▶ **YOUR ASSIGNMENT**
Your output must hold every entry exactly as written and none of the pictures.

** Opening RECORDS block **

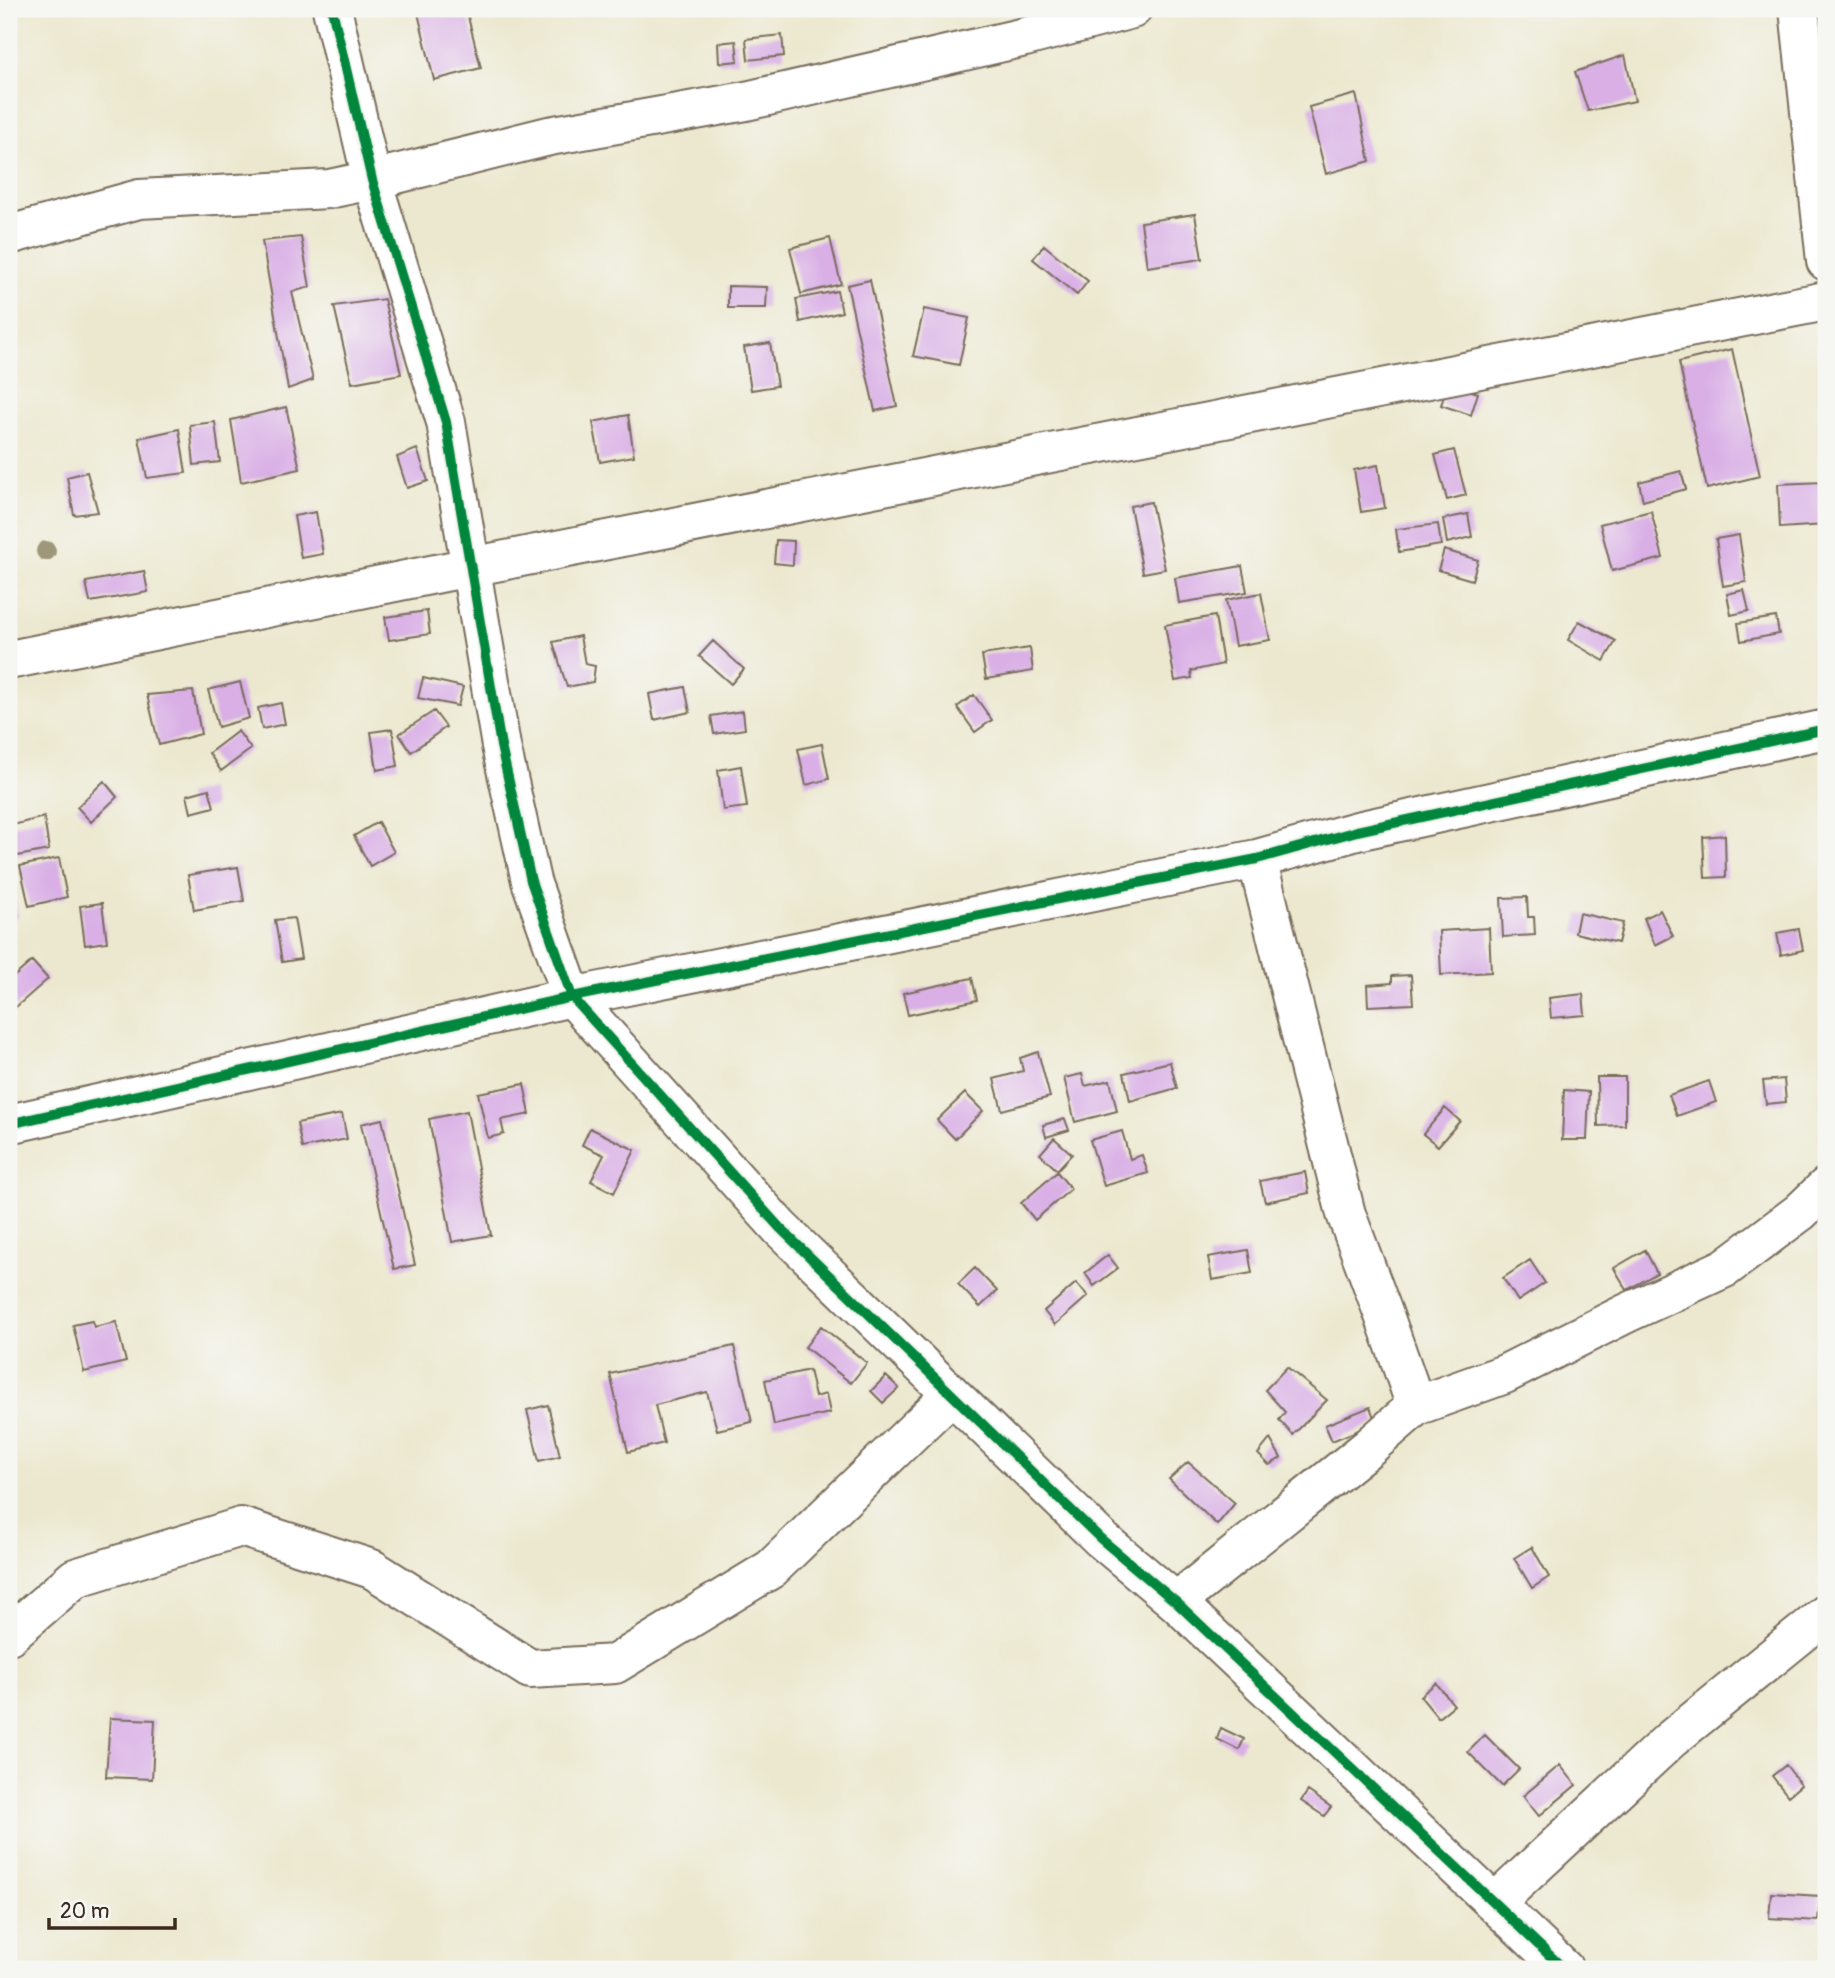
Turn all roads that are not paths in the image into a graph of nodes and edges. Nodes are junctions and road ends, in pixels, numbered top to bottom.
1 (332, 9) edge
2 (1132, 9) edge
3 (1799, 9) edge
4 (372, 180) junction
5 (9, 235) edge
6 (1826, 261) edge
7 (1826, 301) edge
8 (470, 567) junction
9 (9, 660) edge
10 (1826, 729) edge
11 (1257, 859) junction
12 (572, 997) junction
13 (9, 1124) edge
14 (1826, 1187) edge
15 (951, 1395) junction
16 (1416, 1406) junction
17 (1176, 1602) junction
18 (1826, 1614) edge
19 (9, 1635) edge
20 (1496, 1902) junction
21 (1564, 1969) edge

1 - 4 street
2 - 4 street
3 - 6 street
4 - 5 street
4 - 8 street
7 - 8 street
8 - 9 street
8 - 12 street
10 - 11 street
11 - 12 street
11 - 16 street
12 - 13 street
12 - 15 street
14 - 16 street
15 - 17 street
15 - 19 street
16 - 17 street
17 - 20 street
18 - 20 street
20 - 21 street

** Closing RECORDS block **

▶ **RESPONSE BOX**
Turn all roads that are not paths in the image into a graph of nodes and edges. Nodes are junctions and road ends, in pixels, numbered top to bottom.
1 (332, 9) edge
2 (1132, 9) edge
3 (1799, 9) edge
4 (372, 180) junction
5 (9, 235) edge
6 (1826, 261) edge
7 (1826, 301) edge
8 (470, 567) junction
9 (9, 660) edge
10 (1826, 729) edge
11 (1257, 859) junction
12 (572, 997) junction
13 (9, 1124) edge
14 (1826, 1187) edge
15 (951, 1395) junction
16 (1416, 1406) junction
17 (1176, 1602) junction
18 (1826, 1614) edge
19 (9, 1635) edge
20 (1496, 1902) junction
21 (1564, 1969) edge

1 - 4 street
2 - 4 street
3 - 6 street
4 - 5 street
4 - 8 street
7 - 8 street
8 - 9 street
8 - 12 street
10 - 11 street
11 - 12 street
11 - 16 street
12 - 13 street
12 - 15 street
14 - 16 street
15 - 17 street
15 - 19 street
16 - 17 street
17 - 20 street
18 - 20 street
20 - 21 street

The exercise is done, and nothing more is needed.